* DATA IN THIS EXERCISE *
►
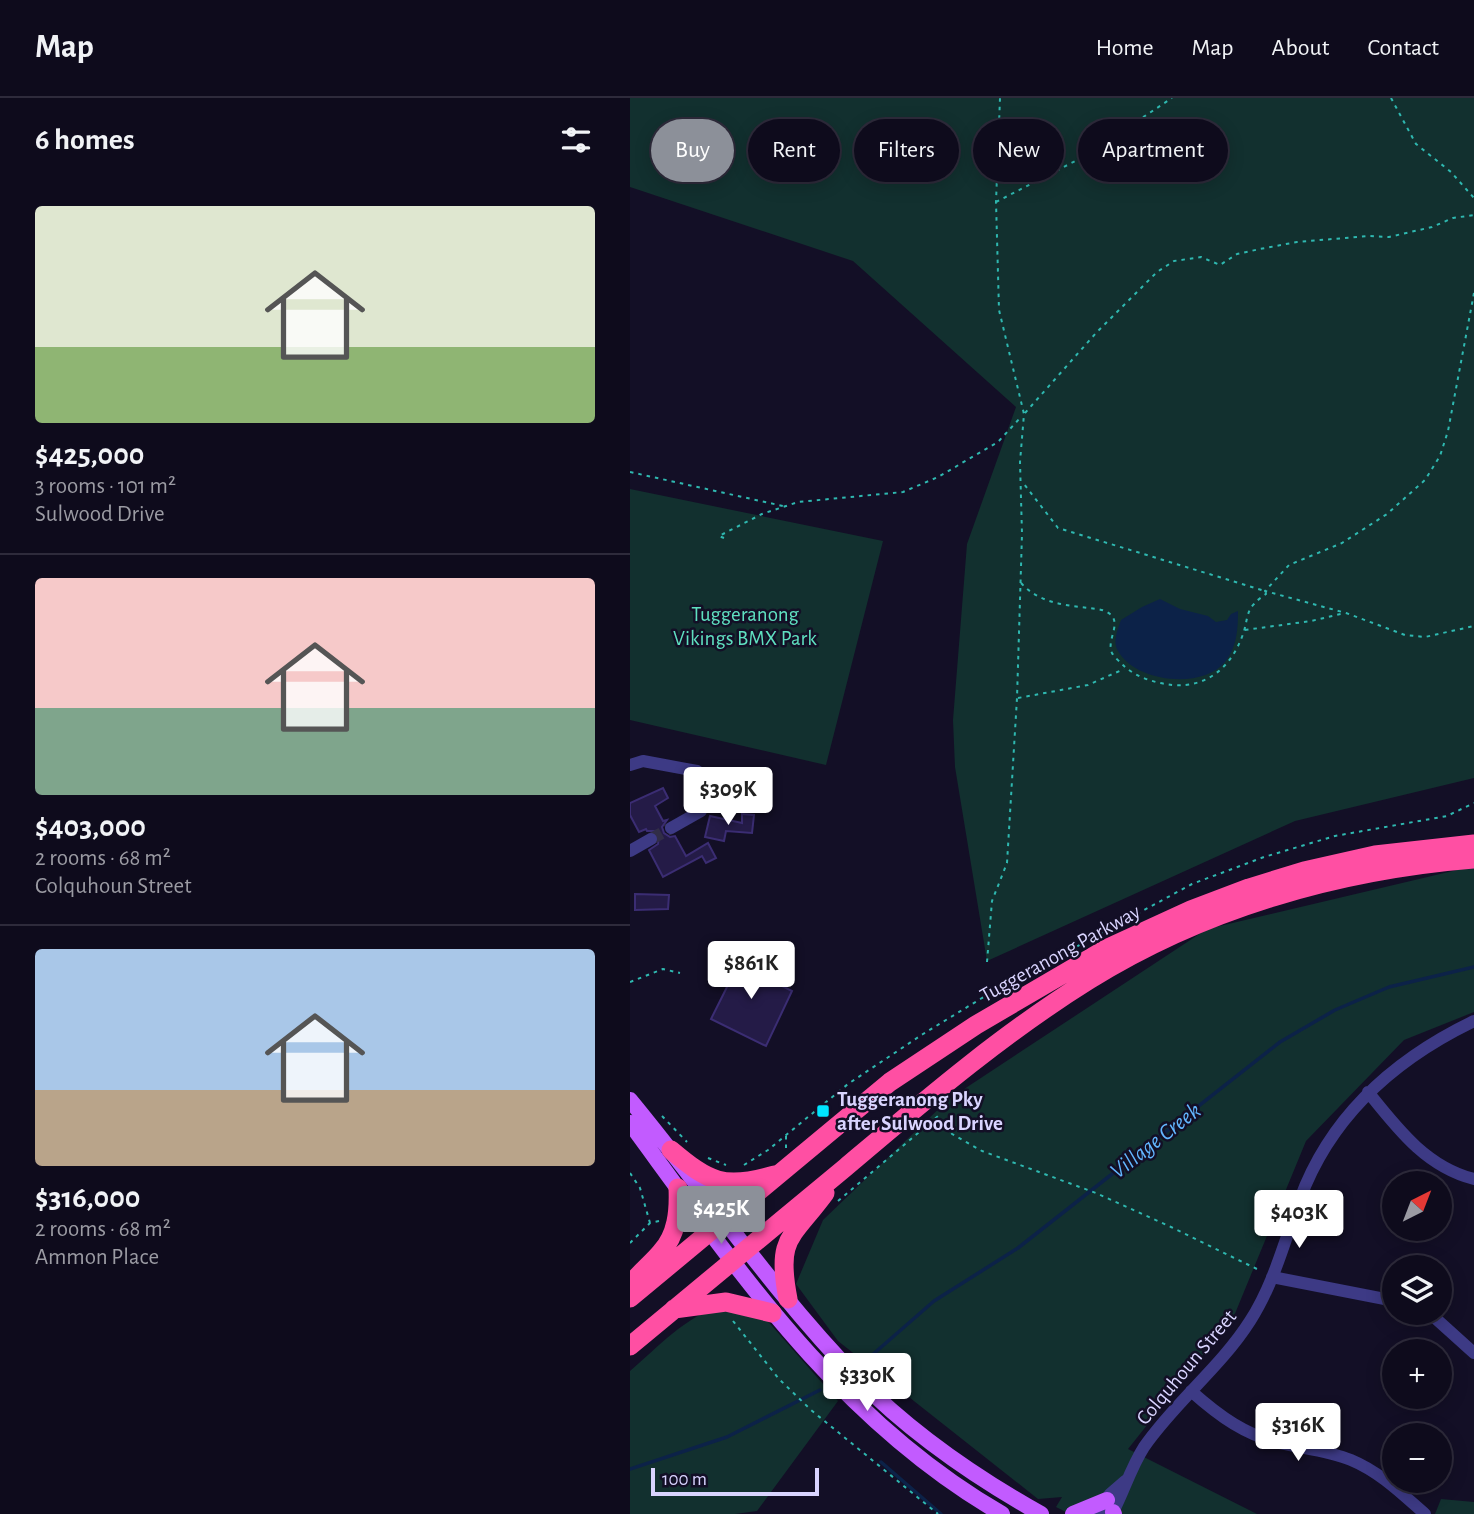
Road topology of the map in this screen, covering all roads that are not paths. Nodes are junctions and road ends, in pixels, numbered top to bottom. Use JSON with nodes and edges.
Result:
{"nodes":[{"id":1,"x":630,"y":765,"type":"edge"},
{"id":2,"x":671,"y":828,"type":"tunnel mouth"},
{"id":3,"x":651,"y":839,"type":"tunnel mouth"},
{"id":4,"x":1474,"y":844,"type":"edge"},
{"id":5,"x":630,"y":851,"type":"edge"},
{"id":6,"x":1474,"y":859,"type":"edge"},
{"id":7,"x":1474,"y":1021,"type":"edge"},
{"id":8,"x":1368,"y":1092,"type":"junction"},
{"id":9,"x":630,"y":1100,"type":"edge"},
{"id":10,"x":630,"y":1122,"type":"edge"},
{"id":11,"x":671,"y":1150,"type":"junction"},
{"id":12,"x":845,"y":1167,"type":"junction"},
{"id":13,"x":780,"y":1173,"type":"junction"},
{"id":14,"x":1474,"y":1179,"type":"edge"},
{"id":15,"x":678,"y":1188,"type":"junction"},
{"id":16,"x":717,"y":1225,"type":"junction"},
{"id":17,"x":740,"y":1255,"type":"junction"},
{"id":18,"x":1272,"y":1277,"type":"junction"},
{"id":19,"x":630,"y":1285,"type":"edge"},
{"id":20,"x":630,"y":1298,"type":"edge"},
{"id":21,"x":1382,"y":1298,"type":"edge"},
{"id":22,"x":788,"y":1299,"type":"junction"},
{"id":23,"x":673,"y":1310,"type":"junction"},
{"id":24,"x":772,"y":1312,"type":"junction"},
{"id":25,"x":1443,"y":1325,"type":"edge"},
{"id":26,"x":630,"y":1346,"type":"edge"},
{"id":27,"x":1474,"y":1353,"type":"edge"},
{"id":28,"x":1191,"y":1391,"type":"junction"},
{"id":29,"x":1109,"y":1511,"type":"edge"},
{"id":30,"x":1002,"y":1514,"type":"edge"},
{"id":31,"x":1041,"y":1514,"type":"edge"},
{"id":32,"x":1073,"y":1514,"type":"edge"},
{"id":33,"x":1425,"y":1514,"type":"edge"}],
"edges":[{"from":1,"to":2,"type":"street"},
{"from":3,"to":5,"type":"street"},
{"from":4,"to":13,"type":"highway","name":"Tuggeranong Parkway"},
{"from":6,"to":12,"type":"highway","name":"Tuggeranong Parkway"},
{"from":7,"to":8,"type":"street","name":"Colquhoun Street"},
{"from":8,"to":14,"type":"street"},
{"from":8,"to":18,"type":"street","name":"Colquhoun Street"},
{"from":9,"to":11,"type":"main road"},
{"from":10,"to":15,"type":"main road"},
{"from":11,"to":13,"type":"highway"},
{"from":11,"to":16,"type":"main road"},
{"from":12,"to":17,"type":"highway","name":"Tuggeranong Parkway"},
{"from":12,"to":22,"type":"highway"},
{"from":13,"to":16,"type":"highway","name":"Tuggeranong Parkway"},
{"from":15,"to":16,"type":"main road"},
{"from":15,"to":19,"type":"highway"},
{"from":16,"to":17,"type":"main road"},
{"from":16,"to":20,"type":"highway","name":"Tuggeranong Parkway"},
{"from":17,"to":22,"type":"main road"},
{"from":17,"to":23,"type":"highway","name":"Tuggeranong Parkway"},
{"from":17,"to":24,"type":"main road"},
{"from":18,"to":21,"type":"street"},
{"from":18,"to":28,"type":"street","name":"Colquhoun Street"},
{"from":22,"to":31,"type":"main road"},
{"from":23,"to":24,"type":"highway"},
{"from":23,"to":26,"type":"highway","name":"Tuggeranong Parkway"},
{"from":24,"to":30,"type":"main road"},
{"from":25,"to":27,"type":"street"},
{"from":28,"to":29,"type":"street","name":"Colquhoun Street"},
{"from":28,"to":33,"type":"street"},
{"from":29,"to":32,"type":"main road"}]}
◄
* TASK BRIEF *
Write the material above out again exactly. Omit every image.

* YOUR SOLUTION *
Road topology of the map in this screen, covering all roads that are not paths. Nodes are junctions and road ends, in pixels, numbered top to bottom. Use JSON with nodes and edges.
Result:
{"nodes":[{"id":1,"x":630,"y":765,"type":"edge"},
{"id":2,"x":671,"y":828,"type":"tunnel mouth"},
{"id":3,"x":651,"y":839,"type":"tunnel mouth"},
{"id":4,"x":1474,"y":844,"type":"edge"},
{"id":5,"x":630,"y":851,"type":"edge"},
{"id":6,"x":1474,"y":859,"type":"edge"},
{"id":7,"x":1474,"y":1021,"type":"edge"},
{"id":8,"x":1368,"y":1092,"type":"junction"},
{"id":9,"x":630,"y":1100,"type":"edge"},
{"id":10,"x":630,"y":1122,"type":"edge"},
{"id":11,"x":671,"y":1150,"type":"junction"},
{"id":12,"x":845,"y":1167,"type":"junction"},
{"id":13,"x":780,"y":1173,"type":"junction"},
{"id":14,"x":1474,"y":1179,"type":"edge"},
{"id":15,"x":678,"y":1188,"type":"junction"},
{"id":16,"x":717,"y":1225,"type":"junction"},
{"id":17,"x":740,"y":1255,"type":"junction"},
{"id":18,"x":1272,"y":1277,"type":"junction"},
{"id":19,"x":630,"y":1285,"type":"edge"},
{"id":20,"x":630,"y":1298,"type":"edge"},
{"id":21,"x":1382,"y":1298,"type":"edge"},
{"id":22,"x":788,"y":1299,"type":"junction"},
{"id":23,"x":673,"y":1310,"type":"junction"},
{"id":24,"x":772,"y":1312,"type":"junction"},
{"id":25,"x":1443,"y":1325,"type":"edge"},
{"id":26,"x":630,"y":1346,"type":"edge"},
{"id":27,"x":1474,"y":1353,"type":"edge"},
{"id":28,"x":1191,"y":1391,"type":"junction"},
{"id":29,"x":1109,"y":1511,"type":"edge"},
{"id":30,"x":1002,"y":1514,"type":"edge"},
{"id":31,"x":1041,"y":1514,"type":"edge"},
{"id":32,"x":1073,"y":1514,"type":"edge"},
{"id":33,"x":1425,"y":1514,"type":"edge"}],
"edges":[{"from":1,"to":2,"type":"street"},
{"from":3,"to":5,"type":"street"},
{"from":4,"to":13,"type":"highway","name":"Tuggeranong Parkway"},
{"from":6,"to":12,"type":"highway","name":"Tuggeranong Parkway"},
{"from":7,"to":8,"type":"street","name":"Colquhoun Street"},
{"from":8,"to":14,"type":"street"},
{"from":8,"to":18,"type":"street","name":"Colquhoun Street"},
{"from":9,"to":11,"type":"main road"},
{"from":10,"to":15,"type":"main road"},
{"from":11,"to":13,"type":"highway"},
{"from":11,"to":16,"type":"main road"},
{"from":12,"to":17,"type":"highway","name":"Tuggeranong Parkway"},
{"from":12,"to":22,"type":"highway"},
{"from":13,"to":16,"type":"highway","name":"Tuggeranong Parkway"},
{"from":15,"to":16,"type":"main road"},
{"from":15,"to":19,"type":"highway"},
{"from":16,"to":17,"type":"main road"},
{"from":16,"to":20,"type":"highway","name":"Tuggeranong Parkway"},
{"from":17,"to":22,"type":"main road"},
{"from":17,"to":23,"type":"highway","name":"Tuggeranong Parkway"},
{"from":17,"to":24,"type":"main road"},
{"from":18,"to":21,"type":"street"},
{"from":18,"to":28,"type":"street","name":"Colquhoun Street"},
{"from":22,"to":31,"type":"main road"},
{"from":23,"to":24,"type":"highway"},
{"from":23,"to":26,"type":"highway","name":"Tuggeranong Parkway"},
{"from":24,"to":30,"type":"main road"},
{"from":25,"to":27,"type":"street"},
{"from":28,"to":29,"type":"street","name":"Colquhoun Street"},
{"from":28,"to":33,"type":"street"},
{"from":29,"to":32,"type":"main road"}]}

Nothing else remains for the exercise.